HCV2011 — International Symposium on Hepatitis C
Seattle, one of the world leaders in hepatitis C research and treatment, will be hosting HCV2011, the 18th International Symposium on Hepatitis C and Related Viruses at the Seattle Sheraton Sept. 8-12.
This conference is being held in Seattle for the first time and will attract around 800 people worldwide. They include the top virologists and researchers in hepatitis C, such as Michael Houghton from the University of Alberta who discovered Hepatitis C in 1989, Steve Wiersma (WHO), Michael Gale (UW), Barbara Rehermann (NIH), Ray Chung (Harvard), Andrea Cox (Johns Hopkins), Hugo Rosen (University of Colorado), and Charlie Rice (Rockefeller University).

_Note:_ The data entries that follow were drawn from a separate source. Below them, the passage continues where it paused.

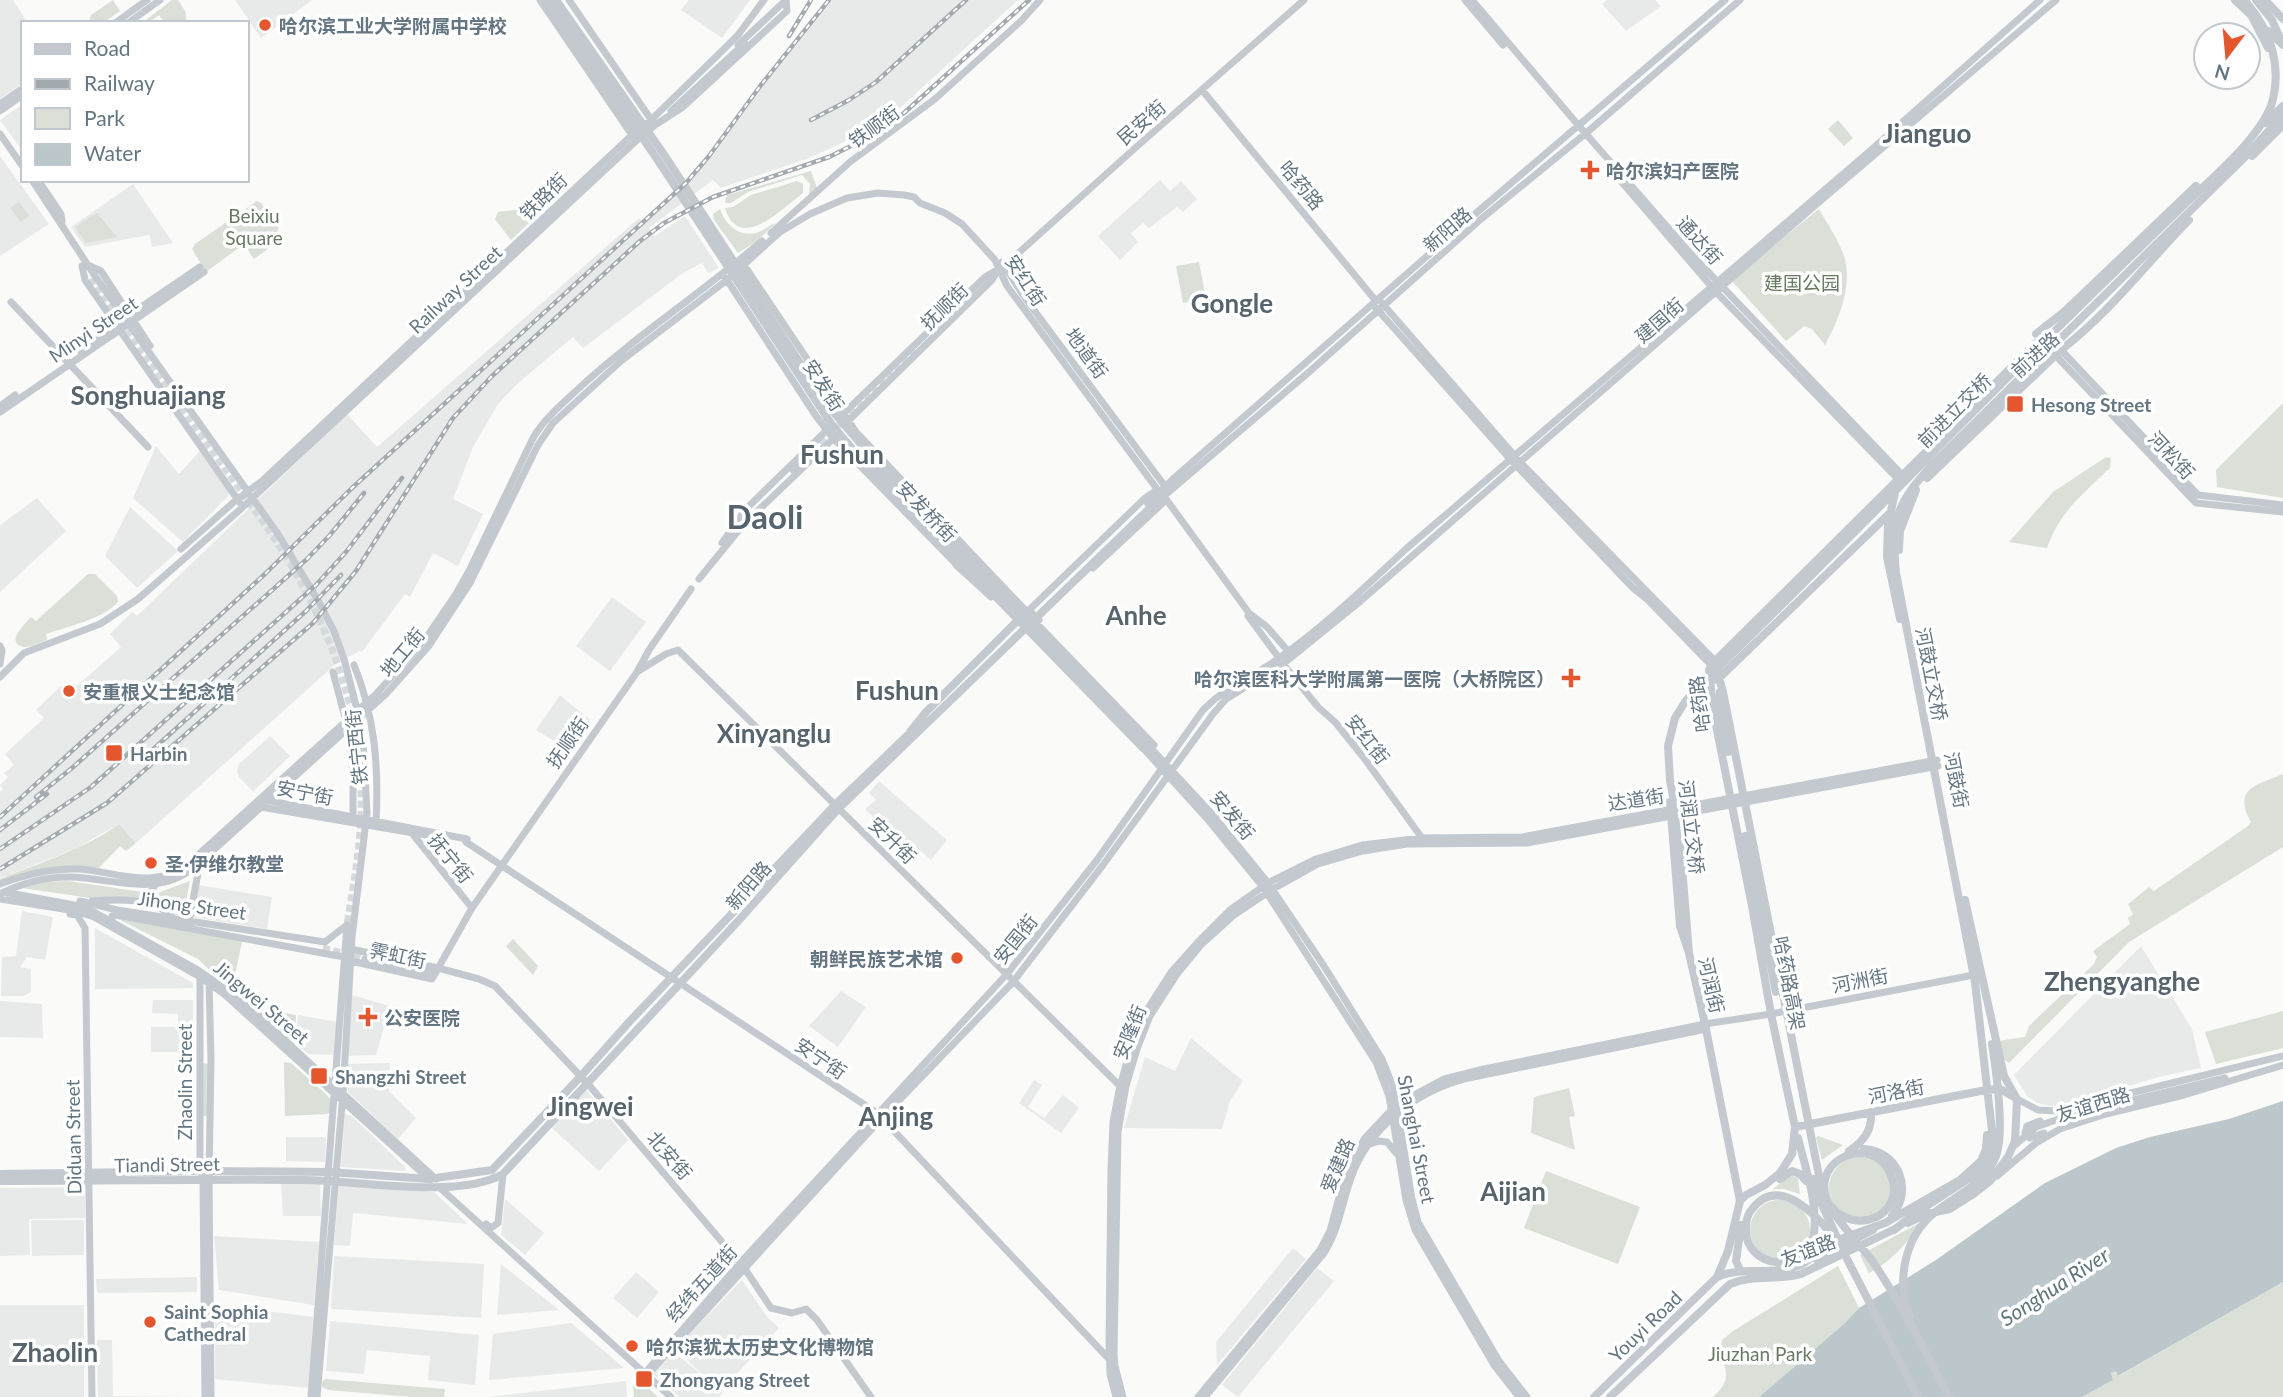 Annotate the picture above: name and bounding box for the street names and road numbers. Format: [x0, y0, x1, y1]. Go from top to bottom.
street label: 民安街 [1112, 95, 1170, 149]
street label: 铁顺街 [844, 100, 904, 152]
street label: 哈药路 [1275, 156, 1329, 214]
street label: 铁路街 [515, 168, 571, 224]
street label: 新阳路 [1418, 202, 1476, 256]
street label: 通达街 [1672, 211, 1728, 269]
street label: Railway Street [404, 240, 506, 338]
street label: 安红街 [1001, 250, 1051, 310]
street label: 抚顺街 [916, 278, 972, 334]
street label: Minyi Street [44, 291, 142, 367]
street label: 建国街 [1630, 293, 1688, 347]
street label: 地道街 [1061, 323, 1113, 383]
street label: 前进路 [2006, 326, 2064, 382]
street label: 安发街 [799, 355, 849, 415]
street label: 前进立交桥 [1912, 368, 1996, 452]
street label: 河松街 [2144, 426, 2200, 484]
street label: 安发桥街 [892, 476, 962, 546]
street label: 地工街 [375, 623, 429, 681]
street label: 河鼓立交桥 [1912, 625, 1952, 723]
street label: 哈药路 [1684, 674, 1714, 734]
street label: 铁宁西街 [341, 708, 371, 786]
street label: 安红街 [1341, 709, 1395, 769]
street label: 抚顺街 [541, 712, 593, 772]
street label: 河鼓街 [1940, 750, 1974, 810]
street label: 安宁街 [275, 775, 335, 809]
street label: 河润立交桥 [1675, 778, 1709, 876]
street label: 达道街 [1606, 783, 1666, 815]
street label: 安发街 [1206, 786, 1260, 844]
street label: 安升街 [865, 812, 921, 868]
street label: 抚宁街 [424, 829, 478, 887]
street label: 新阳路 [721, 856, 775, 914]
street label: Jihong Street [136, 886, 248, 924]
street label: 安国街 [988, 910, 1042, 968]
street label: 哈药路高架 [1770, 934, 1810, 1032]
street label: 霁虹街 [368, 938, 428, 972]
street label: 河润街 [1694, 955, 1730, 1015]
street label: Jingwei Street [210, 956, 314, 1049]
street label: 河洲街 [1830, 963, 1890, 997]
street label: 安隆街 [1108, 1001, 1150, 1063]
street label: Zhaolin Street [173, 1023, 196, 1140]
street label: 安宁街 [791, 1033, 851, 1083]
street label: Shanghai Street [1393, 1073, 1441, 1205]
street label: 河洛街 [1866, 1074, 1926, 1108]
street label: Diduan Street [60, 1079, 86, 1195]
street label: 友谊西路 [2053, 1082, 2133, 1126]
street label: 北安街 [643, 1126, 697, 1184]
street label: 爱建路 [1315, 1134, 1359, 1196]
street label: Tiandi Street [114, 1152, 220, 1176]
street label: 友谊路 [1777, 1229, 1839, 1271]
street label: 经纬五道街 [661, 1240, 741, 1326]
street label: Youyi Road [1604, 1286, 1686, 1366]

Hepatitis C affects 150m people worldwide – four-to-five times the number infected with HIV. The hepatitis C virus (HCV) is transmitted via blood similar to HIV. The infection is often asymptomatic, but chronic infection can cause liver inflammation, which can progress to scarring of the liver (fibrosis) and advanced scarring (cirrhosis). In some cases, those with cirrhosis go on to develop liver failure or liver cancer. Hepatitis C is the leading reason for liver transplant in the United States.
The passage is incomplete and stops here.